Por la noche, acompañado por Glaukón, Filipo recorrió el perímetro.

—Tengo miedo —dijo Glaukón en tono tan solemne que Filipo no pudo por menos que sonreír.

—No lo tengas. Ya habrá tiempo mañana; antes no atacarán. Nos atacarán cuando nos pongamos en marcha.

—¿Cómo estás tan seguro?

—Porque sé lo que piensa Derdas. Ve que somos inferiores en número y querrá un triunfo sonado, a plena luz del día y ante las murallas de la ciudad.
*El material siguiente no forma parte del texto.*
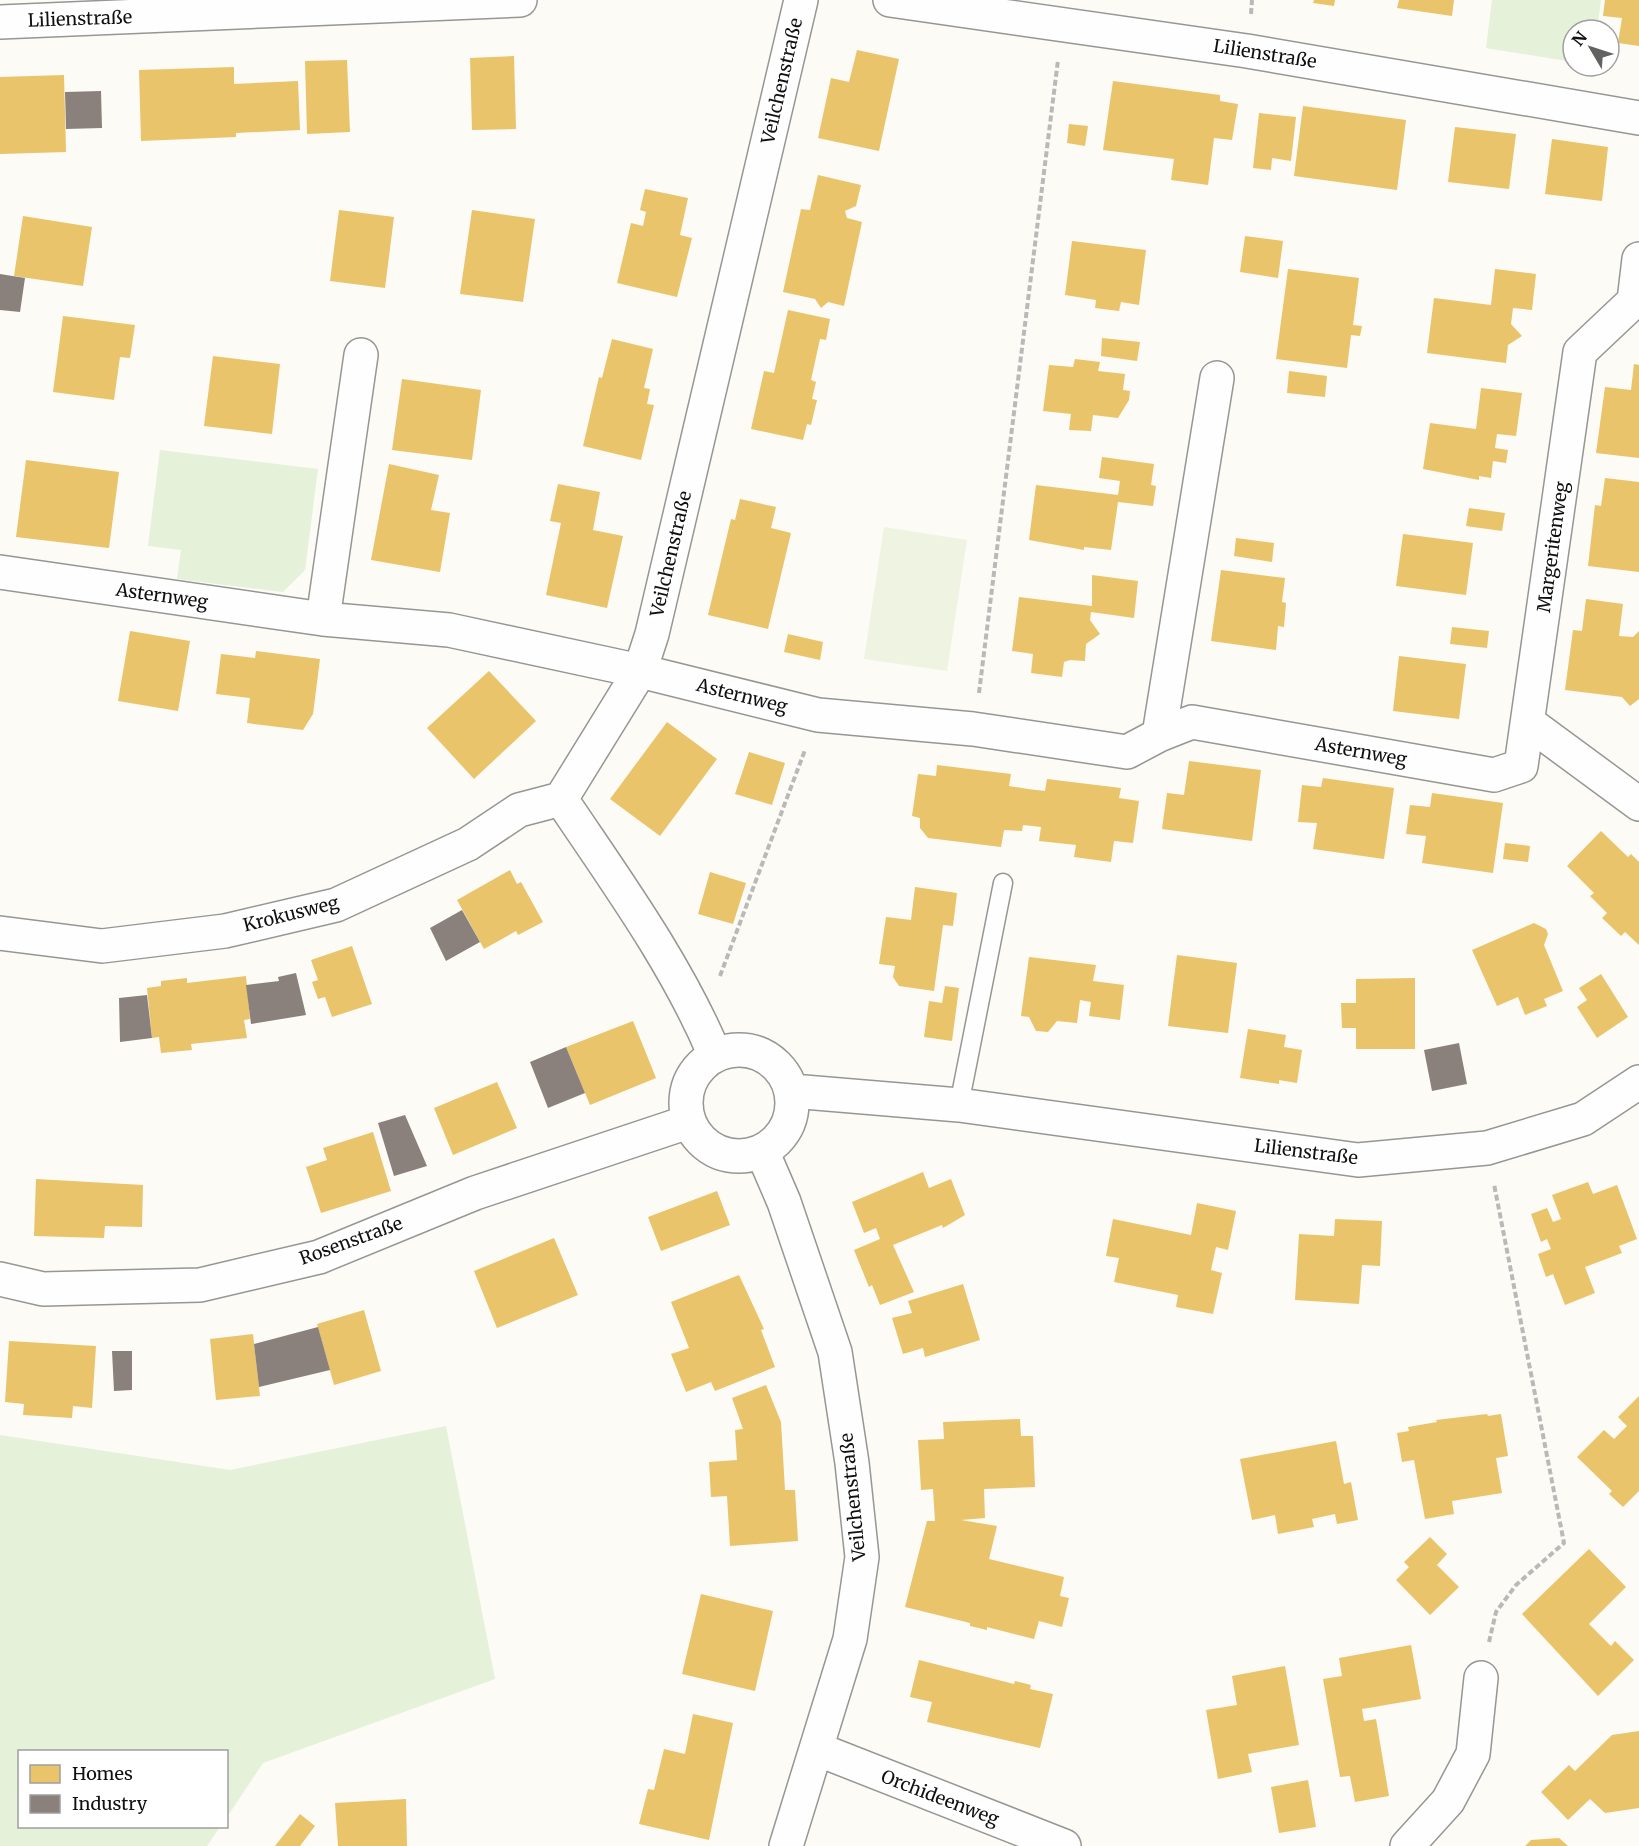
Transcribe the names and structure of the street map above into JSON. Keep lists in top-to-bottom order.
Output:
{
  "streets": {
    "street": [
      "Lilienstraße",
      "Veilchenstraße",
      "Margeritenweg",
      "Asternweg",
      "Krokusweg",
      "Rosenstraße",
      "Orchideenweg"
    ]
  },
  "crossings": [
    ["Lilienstraße", "Veilchenstraße"],
    ["Lilienstraße", "Rosenstraße"],
    ["Veilchenstraße", "Asternweg"],
    ["Veilchenstraße", "Krokusweg"],
    ["Veilchenstraße", "Rosenstraße"],
    ["Veilchenstraße", "Orchideenweg"],
    ["Margeritenweg", "Asternweg"]
  ],
  "legend": ["Homes", "Industry"],
  "north": "top left"
}
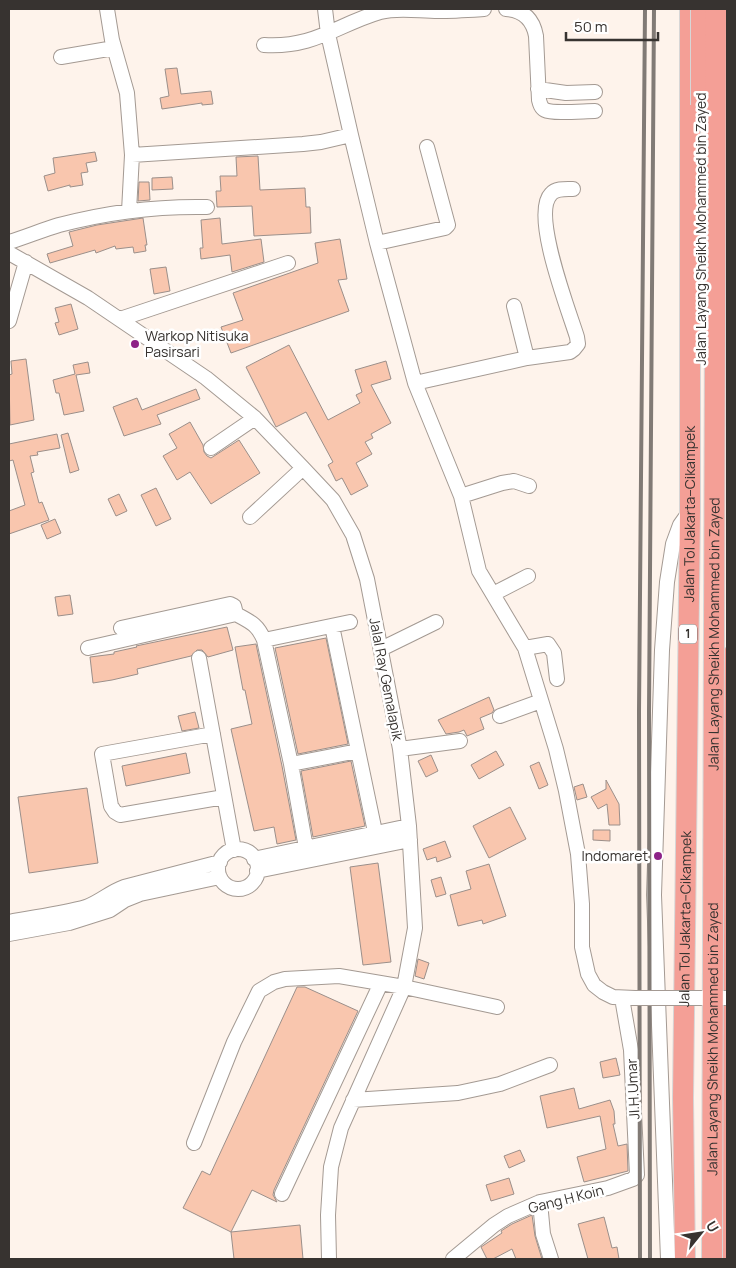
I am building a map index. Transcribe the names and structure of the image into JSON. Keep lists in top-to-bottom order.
{
  "streets": {
    "highway": ["Jalan Layang Sheikh Mohammed bin Zayed", "Jalan Tol Jakarta–Cikampek", "1"],
    "street": ["Jalal Ray Gemalapik", "JI.H.Umar", "Gang H Koin"]
  },
  "crossings": [
    ["JI.H.Umar", "Gang H Koin"]
  ],
  "places": ["Warkop Nitisuka Pasirsari", "Indomaret"],
  "scale_bar": "50 m",
  "north": "top right"
}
Y con ello comete una estupidez, dejándome elegir día y lugar para la batalla.

—¿Notas el viento? ¿Es más frío o es que yo me hago viejo? —dijo Glaukón, abrigándose con la capa.

Filipo, que ni siquiera llevaba capa, hundió su sandalia en el terreno reblandecido por la nieve derretida.

—Se ha vuelto más frío —dijo, con evidente satisfacción—. Tal vez, si los dioses nos son propicios, caiga otra nevada antes del amanecer… y eso dificultará las maniobras de la caballería de Derdas.

Y lanzó una carcajada. Un sonido que a Glaukón le resultó aun más frío que el viento que soplaba.

—Nunca he intervenido en un combate —dijo—. Toda mi vida la he pasado en palacio y no sé lo que es la guerra.

—Ni yo —añadió Filipo, con un ademán que abarcaba todo el horizonte—. Ni ninguno de nosotros… y puede que Derdas tampoco.

—Pero no tienes miedo.

—No.

¿Le sorprendía oírselo? Glaukón comenzó a darse cuenta de lo poco que conocía a aquel muchacho a quien había criado y quería como a un hijo.

—No, no tengo miedo —añadió Filipo—. Mañana, si veo que os he traído hasta aquí para morir, quizás sepa lo que es el miedo.